There will be a minimum number of photons required to produce a recognisable image that is not completely or almost completely obscured by noise. Having decided what that number is, you can then keep doubling the number till the photoreceptor well is full. eg. (50, 100, 200, 400, 800....128,000, 256,000, 512,000 etc).
Once the well is full, no futher increase in the DR of the captured image is possible. Clearly, sensors with bigger pixels have a DR advantage, all else being equal.
It seems to me the technological challenge here is to devise a way of creating a non-linear progression which more closely matches human visual acuity. For example, the brightest stop of DR in the above progression (256,000 to 512,000) contains far more levels than the eye can discern (what a waste), whereas the darkest stop of DR (50-100) contains far too few levels for good tonality.
One might expect that 14 bit conversion would help improve tonality in the darkest parts of the image so that what was previously unacceptable with 12 bit processing now becomes almost acceptable.

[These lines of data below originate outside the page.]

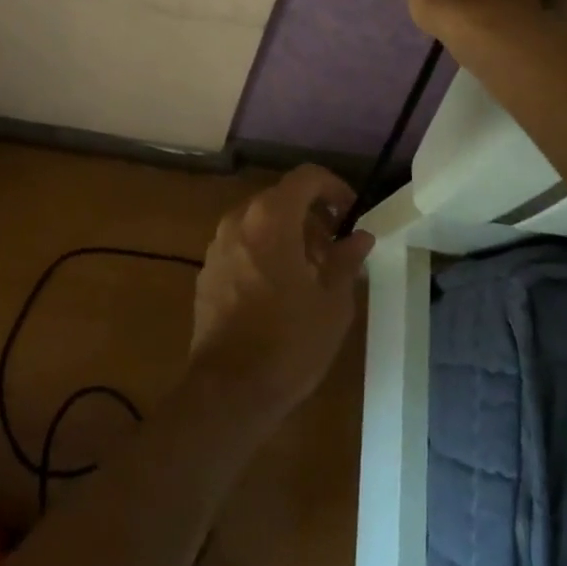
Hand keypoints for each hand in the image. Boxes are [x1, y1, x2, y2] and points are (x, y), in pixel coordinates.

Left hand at [187, 165, 373, 426]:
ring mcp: (218, 245)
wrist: (229, 389)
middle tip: (335, 251)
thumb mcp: (332, 303)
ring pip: (259, 222)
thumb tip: (359, 236)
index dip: (334, 188)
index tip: (351, 214)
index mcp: (271, 217)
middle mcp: (239, 220)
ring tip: (311, 274)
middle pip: (281, 199)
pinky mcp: (207, 271)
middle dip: (311, 216)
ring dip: (288, 235)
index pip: (306, 177)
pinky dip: (264, 252)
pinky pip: (242, 246)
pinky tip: (279, 291)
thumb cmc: (290, 342)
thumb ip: (346, 260)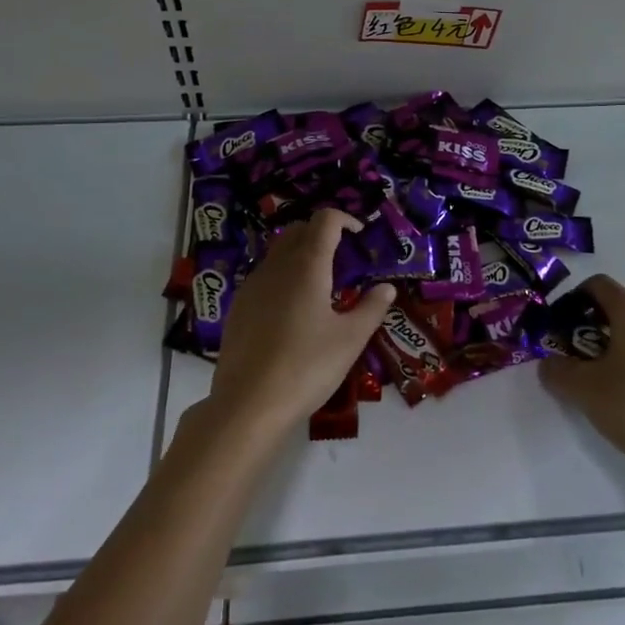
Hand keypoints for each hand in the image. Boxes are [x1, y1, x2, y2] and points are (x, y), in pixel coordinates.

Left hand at [206, 209, 395, 437]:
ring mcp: (252, 285)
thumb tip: (386, 287)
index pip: (325, 220)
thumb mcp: (350, 340)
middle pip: (298, 230)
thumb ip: (372, 308)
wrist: (247, 405)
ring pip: (278, 252)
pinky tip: (292, 311)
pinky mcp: (238, 307)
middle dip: (322, 234)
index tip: (360, 235)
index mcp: (307, 265)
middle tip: (343, 259)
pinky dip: (283, 276)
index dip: (345, 219)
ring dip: (301, 254)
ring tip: (320, 286)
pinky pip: (264, 276)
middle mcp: (277, 265)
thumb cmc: (306, 367)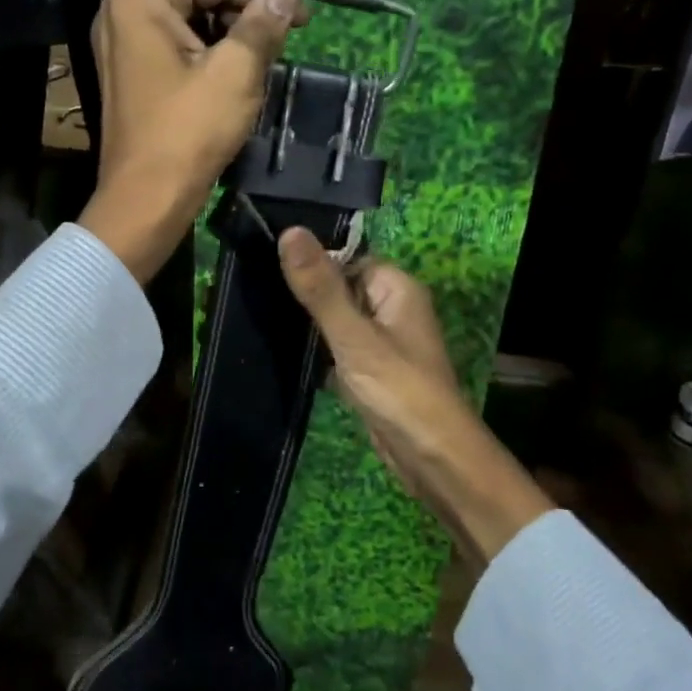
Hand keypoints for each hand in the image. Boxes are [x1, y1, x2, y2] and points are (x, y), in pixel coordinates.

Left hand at [78, 0, 304, 282]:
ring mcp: (120, 39)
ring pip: (178, 4)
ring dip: (219, 16)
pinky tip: (228, 66)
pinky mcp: (128, 67)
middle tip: (266, 24)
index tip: (300, 16)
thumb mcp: (236, 73)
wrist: (147, 198)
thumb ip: (262, 23)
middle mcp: (121, 9)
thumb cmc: (190, 133)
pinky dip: (201, 39)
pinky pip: (168, 33)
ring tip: (254, 49)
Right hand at [277, 228, 553, 562]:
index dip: (313, 264)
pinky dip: (317, 355)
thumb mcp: (353, 336)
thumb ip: (320, 287)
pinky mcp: (372, 373)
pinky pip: (338, 351)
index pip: (347, 259)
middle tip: (259, 298)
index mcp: (396, 288)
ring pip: (337, 322)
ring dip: (309, 328)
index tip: (269, 268)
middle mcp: (392, 309)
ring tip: (264, 322)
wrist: (432, 459)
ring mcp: (383, 343)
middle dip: (307, 297)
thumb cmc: (398, 389)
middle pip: (340, 289)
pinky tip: (283, 356)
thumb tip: (289, 232)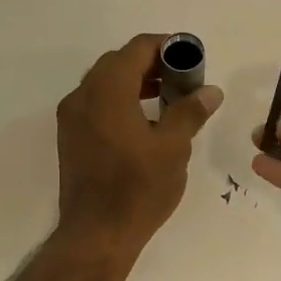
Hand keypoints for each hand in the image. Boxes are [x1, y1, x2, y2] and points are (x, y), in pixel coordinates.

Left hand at [56, 34, 221, 252]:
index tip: (191, 59)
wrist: (97, 233)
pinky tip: (144, 121)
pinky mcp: (70, 137)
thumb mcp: (173, 147)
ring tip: (168, 98)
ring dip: (135, 82)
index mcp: (107, 90)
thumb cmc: (138, 188)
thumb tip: (210, 90)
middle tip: (183, 79)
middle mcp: (82, 96)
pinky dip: (120, 100)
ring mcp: (72, 117)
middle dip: (152, 64)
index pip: (137, 49)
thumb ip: (190, 111)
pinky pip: (96, 103)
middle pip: (118, 62)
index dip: (166, 46)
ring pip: (104, 83)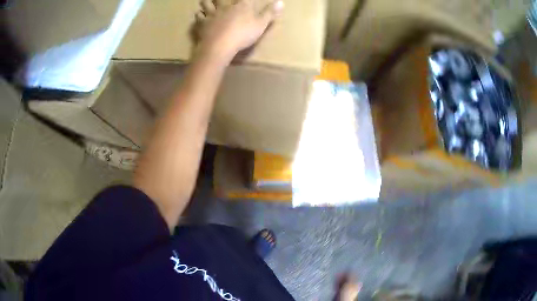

One thus gets a marginal increase in DR through slightly cleaner shadows, but to get a substantial increase in DR (say one full stop) one would need photoreceptors that can accommodate at least double the number of photons, say 1,024,000 in the above example. Ie., to get one additional stop of DR, each photoreceptor needs to have double the capacity, all else being equal. (It's always necessary to add all else being equal ).